**Problem requirements:**
Where the string "Almería" appears in a line of the data, show that line.
---------- Data for review
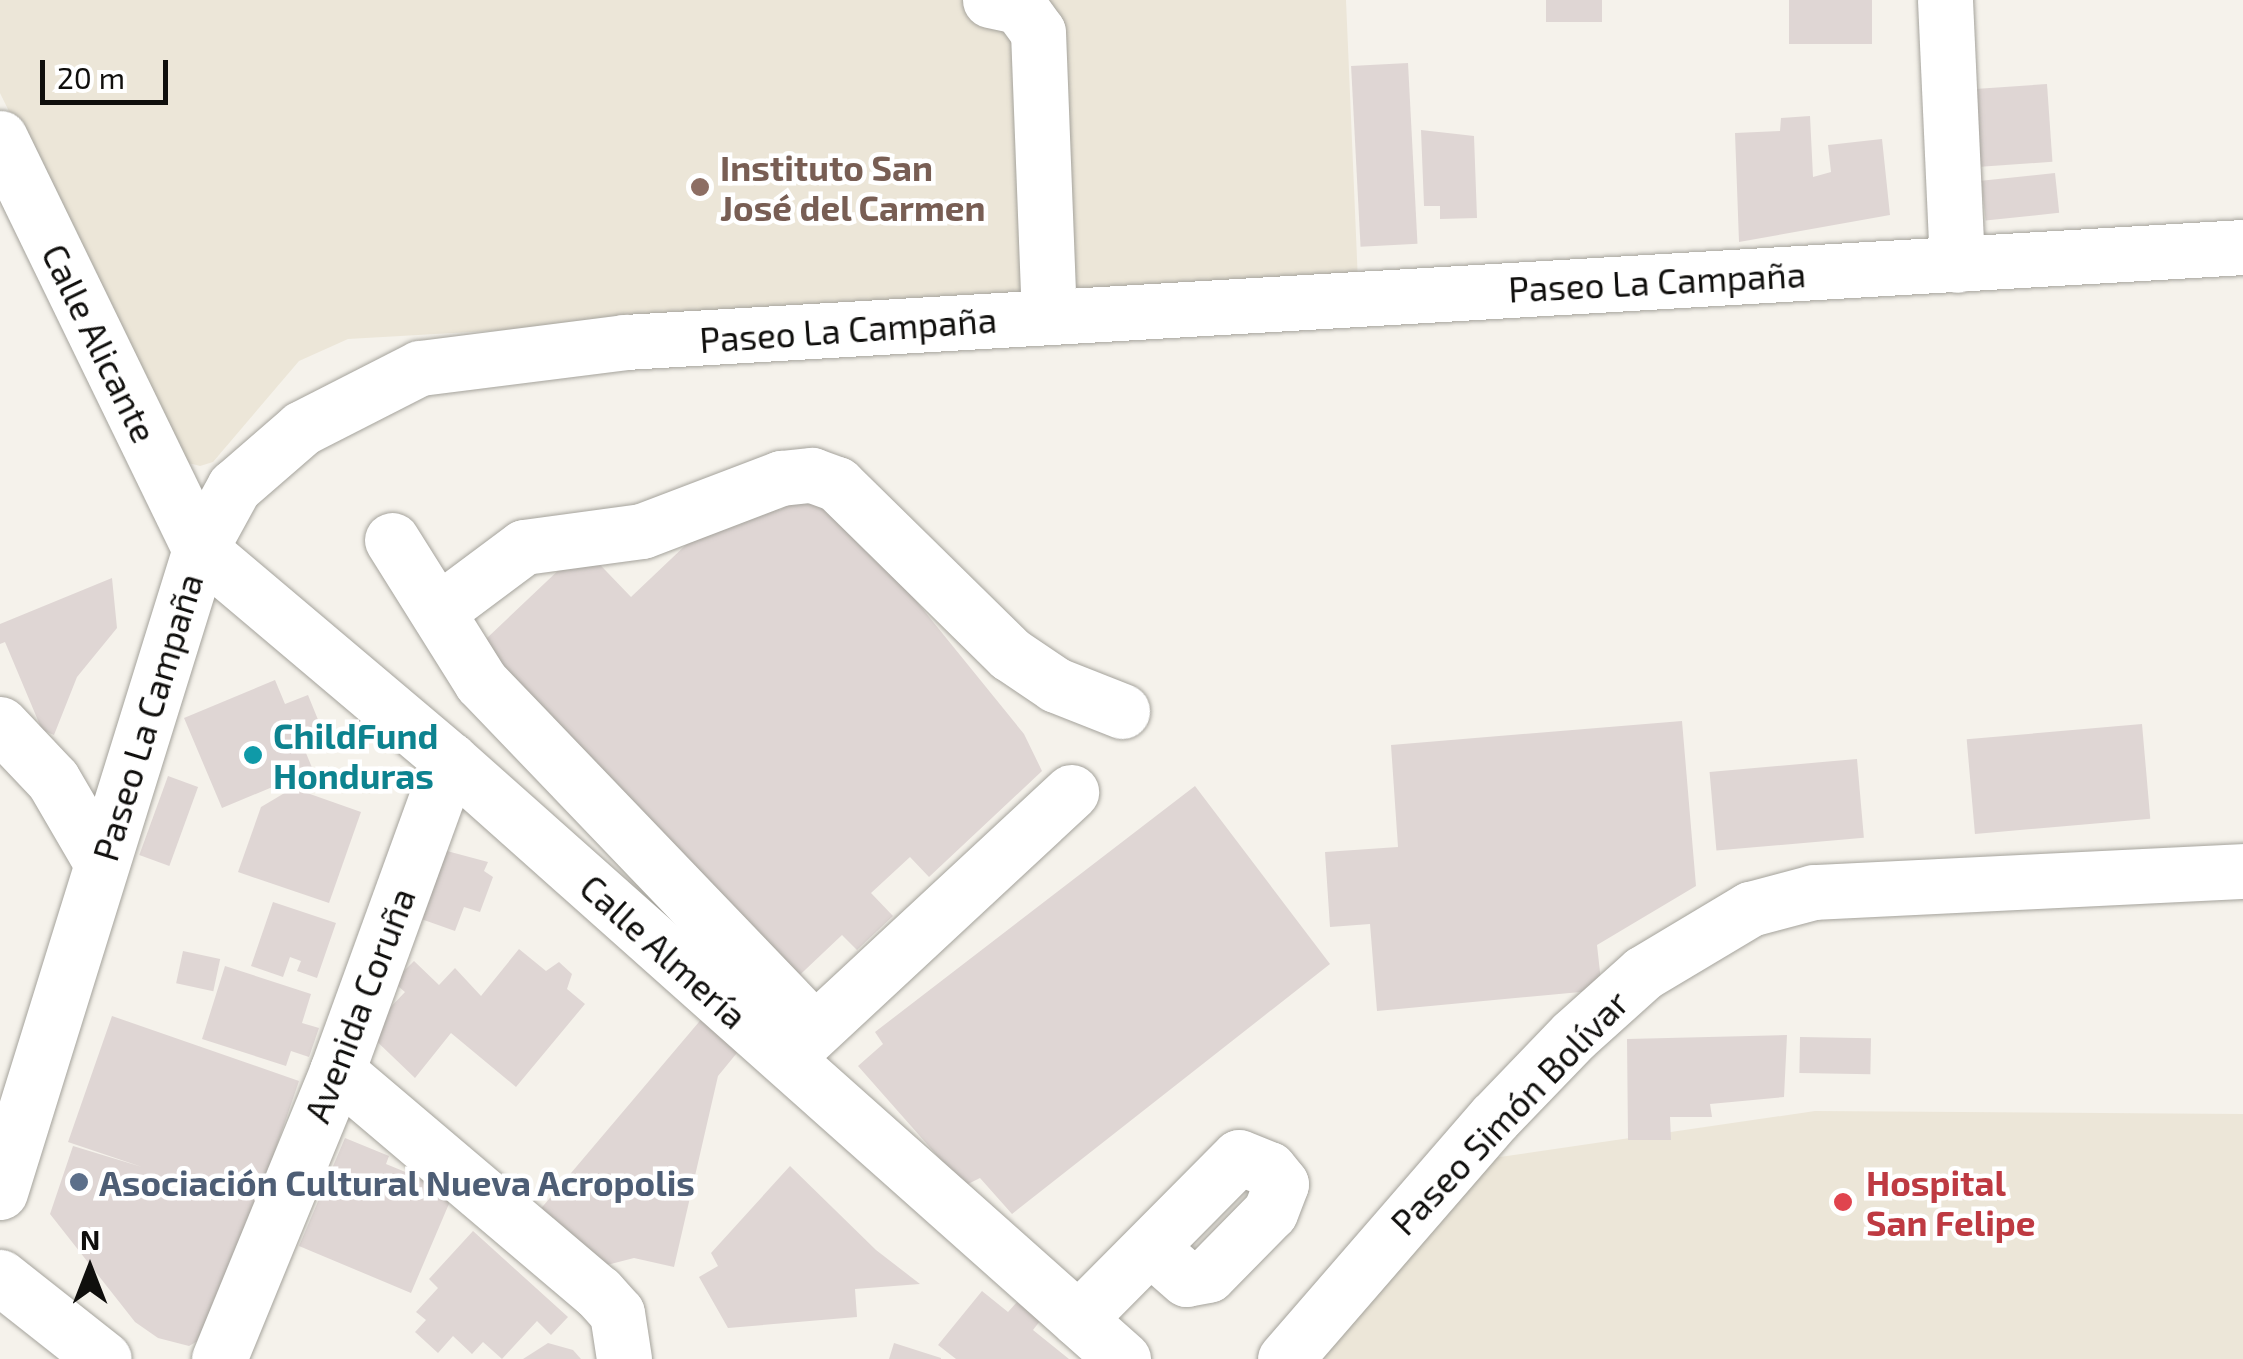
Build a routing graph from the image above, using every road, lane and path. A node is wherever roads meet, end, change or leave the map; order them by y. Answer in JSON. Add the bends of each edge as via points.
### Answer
{"nodes":[{"id":1,"x":990,"y":0,"type":"edge"},
{"id":2,"x":1945,"y":0,"type":"edge"},
{"id":3,"x":0,"y":138,"type":"edge"},
{"id":4,"x":2243,"y":247,"type":"edge"},
{"id":5,"x":1957,"y":266,"type":"junction"},
{"id":6,"x":1049,"y":316,"type":"junction"},
{"id":7,"x":392,"y":540,"type":"dead end"},
{"id":8,"x":200,"y":549,"type":"junction"},
{"id":9,"x":438,"y":612,"type":"junction"},
{"id":10,"x":1122,"y":712,"type":"dead end"},
{"id":11,"x":0,"y":724,"type":"edge"},
{"id":12,"x":450,"y":760,"type":"junction"},
{"id":13,"x":1071,"y":792,"type":"dead end"},
{"id":14,"x":102,"y":862,"type":"junction"},
{"id":15,"x":2243,"y":871,"type":"edge"},
{"id":16,"x":799,"y":1044,"type":"junction"},
{"id":17,"x":336,"y":1072,"type":"junction"},
{"id":18,"x":0,"y":1192,"type":"edge"},
{"id":19,"x":1151,"y":1248,"type":"dead end"},
{"id":20,"x":0,"y":1277,"type":"edge"},
{"id":21,"x":1078,"y":1319,"type":"junction"},
{"id":22,"x":1296,"y":1355,"type":"edge"},
{"id":23,"x":104,"y":1359,"type":"edge"},
{"id":24,"x":219,"y":1359,"type":"edge"},
{"id":25,"x":624,"y":1359,"type":"edge"},
{"id":26,"x":1123,"y":1359,"type":"edge"}],
"edges":[{"from":1,"to":6,"type":"street","via":[[1019,6],[1038,32]]},
{"from":2,"to":5,"type":"street"},
{"from":3,"to":8,"type":"street","name":"Calle Alicante"},
{"from":4,"to":5,"type":"street","name":"Paseo La Campaña"},
{"from":5,"to":6,"type":"street","name":"Paseo La Campaña"},
{"from":6,"to":8,"type":"street","name":"Paseo La Campaña","via":[[624,342],[420,368],[302,428],[234,487]]},
{"from":7,"to":9,"type":"street"},
{"from":8,"to":12,"type":"street","name":"Calle Almería"},
{"from":8,"to":14,"type":"street","name":"Paseo La Campaña"},
{"from":9,"to":10,"type":"street","via":[[524,546],[642,531],[781,478],[812,476],[837,484],[1010,654],[1056,685]]},
{"from":9,"to":16,"type":"street","via":[[481,682]]},
{"from":11,"to":14,"type":"street","via":[[52,780]]},
{"from":12,"to":16,"type":"street","name":"Calle Almería"},
{"from":12,"to":17,"type":"street","name":"Avenida Coruña"},
{"from":13,"to":16,"type":"street"},
{"from":14,"to":18,"type":"street","name":"Paseo La Campaña"},
{"from":15,"to":22,"type":"street","name":"Paseo Simón Bolívar","via":[[1814,892],[1750,909],[1643,974],[1574,1036]]},
{"from":16,"to":21,"type":"street","name":"Calle Almería"},
{"from":17,"to":24,"type":"street","name":"Avenida Coruña"},
{"from":17,"to":25,"type":"street","via":[[598,1292],[617,1313]]},
{"from":19,"to":21,"type":"street"},
{"from":20,"to":23,"type":"street"},
{"from":21,"to":26,"type":"street","name":"Calle Almería"}]}
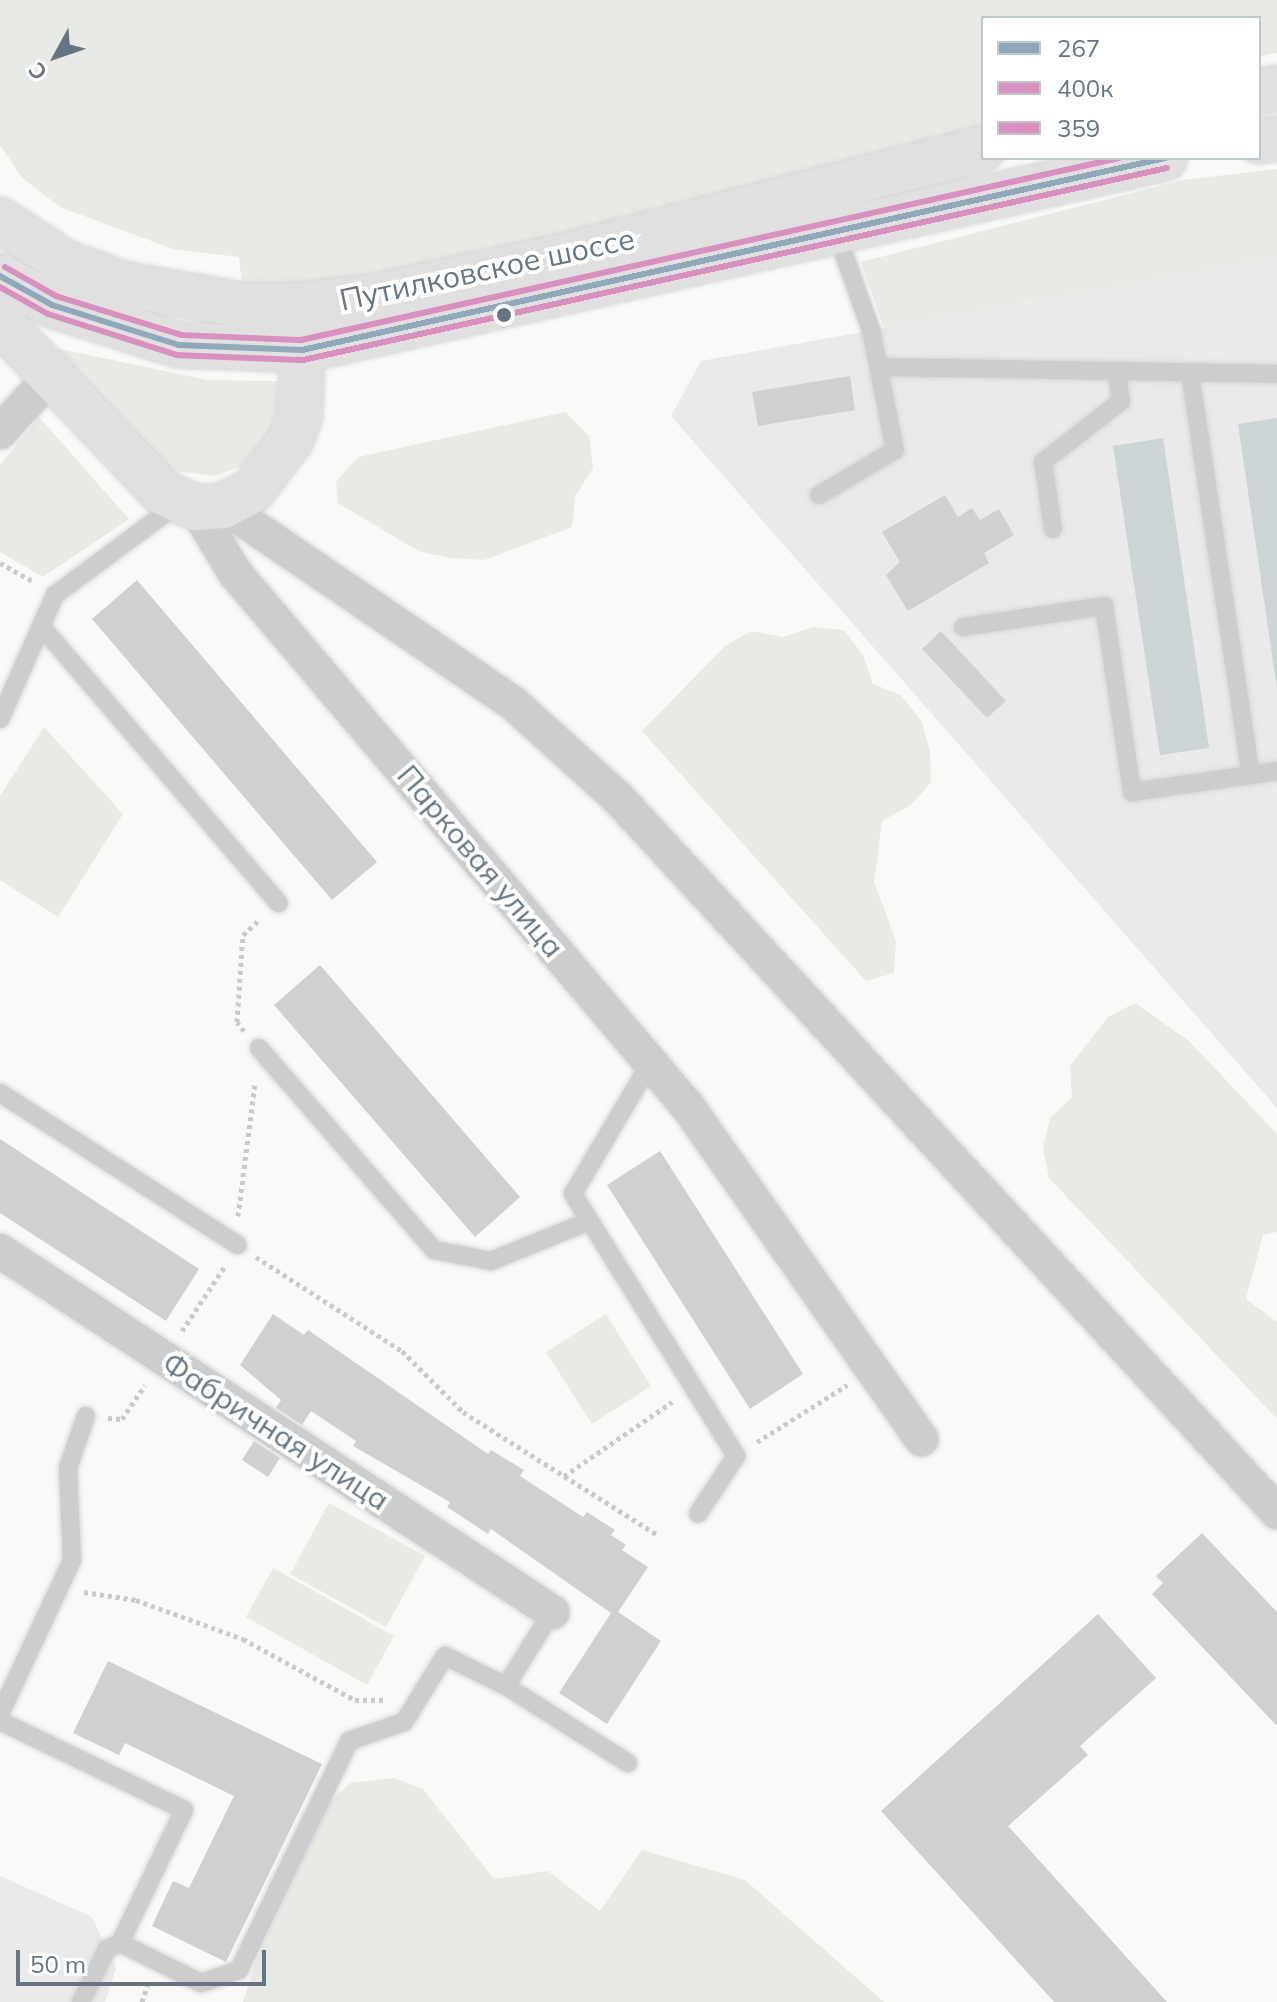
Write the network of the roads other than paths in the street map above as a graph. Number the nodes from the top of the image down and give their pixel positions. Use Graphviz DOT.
graph roads {
  1 [pos="981,149"];
  2 [pos="1156,160"];
  3 [pos="0,220"];
  4 [pos="836,232"];
  5 [pos="0,276"];
  6 [pos="247,306"];
  7 [pos="0,322"];
  8 [pos="302,350"];
  9 [pos="878,367"];
  10 [pos="1116,371"];
  11 [pos="1190,373"];
  12 [pos="1277,374"];
  13 [pos="50,377"];
  14 [pos="0,432"];
  15 [pos="819,495"];
  16 [pos="199,506"];
  17 [pos="1053,529"];
  18 [pos="41,626"];
  19 [pos="963,627"];
  20 [pos="0,719"];
  21 [pos="1277,771"];
  22 [pos="1251,774"];
  23 [pos="278,903"];
  24 [pos="259,1048"];
  25 [pos="651,1062"];
  26 [pos="0,1093"];
  27 [pos="587,1222"];
  28 [pos="232,1242"];
  29 [pos="0,1251"];
  30 [pos="86,1416"];
  31 [pos="921,1439"];
  32 [pos="1277,1512"];
  33 [pos="698,1514"];
  34 [pos="552,1612"];
  35 [pos="506,1686"];
  36 [pos="0,1714"];
  37 [pos="0,1721"];
  38 [pos="628,1763"];
  39 [pos="120,1943"];
  40 [pos="81,2002"];
  1 -- 6 [label="main road, Путилковское шоссе"];
  2 -- 4 [label="main road, Путилковское шоссе"];
  3 -- 6 [label="main road, Путилковское шоссе"];
  4 -- 8 [label="main road, Путилковское шоссе"];
  4 -- 9 [label="lane"];
  5 -- 8 [label="main road, Путилковское шоссе"];
  6 -- 8 [label="main road"];
  7 -- 13 [label="main road, Парковая улица"];
  8 -- 16 [label="main road"];
  9 -- 10 [label="lane"];
  9 -- 15 [label="lane"];
  10 -- 11 [label="lane"];
  10 -- 17 [label="lane"];
  11 -- 12 [label="lane"];
  11 -- 22 [label="lane"];
  13 -- 14 [label="street"];
  13 -- 16 [label="main road, Парковая улица"];
  16 -- 18 [label="lane"];
  16 -- 25 [label="street, Парковая улица"];
  16 -- 32 [label="street"];
  18 -- 20 [label="lane"];
  18 -- 23 [label="lane"];
  19 -- 22 [label="lane"];
  21 -- 22 [label="lane"];
  24 -- 27 [label="lane"];
  25 -- 27 [label="lane"];
  25 -- 31 [label="street, Парковая улица"];
  26 -- 28 [label="lane"];
  27 -- 33 [label="lane"];
  29 -- 34 [label="street, Фабричная улица"];
  30 -- 36 [label="lane"];
  34 -- 35 [label="lane"];
  35 -- 38 [label="lane"];
  35 -- 39 [label="lane"];
  37 -- 39 [label="lane"];
  39 -- 40 [label="lane"];
}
--------------------
**Output of the exercise:**
{"from":8,"to":12,"type":"street","name":"Calle Almería"},
{"from":12,"to":16,"type":"street","name":"Calle Almería"},
{"from":16,"to":21,"type":"street","name":"Calle Almería"},
{"from":21,"to":26,"type":"street","name":"Calle Almería"}]}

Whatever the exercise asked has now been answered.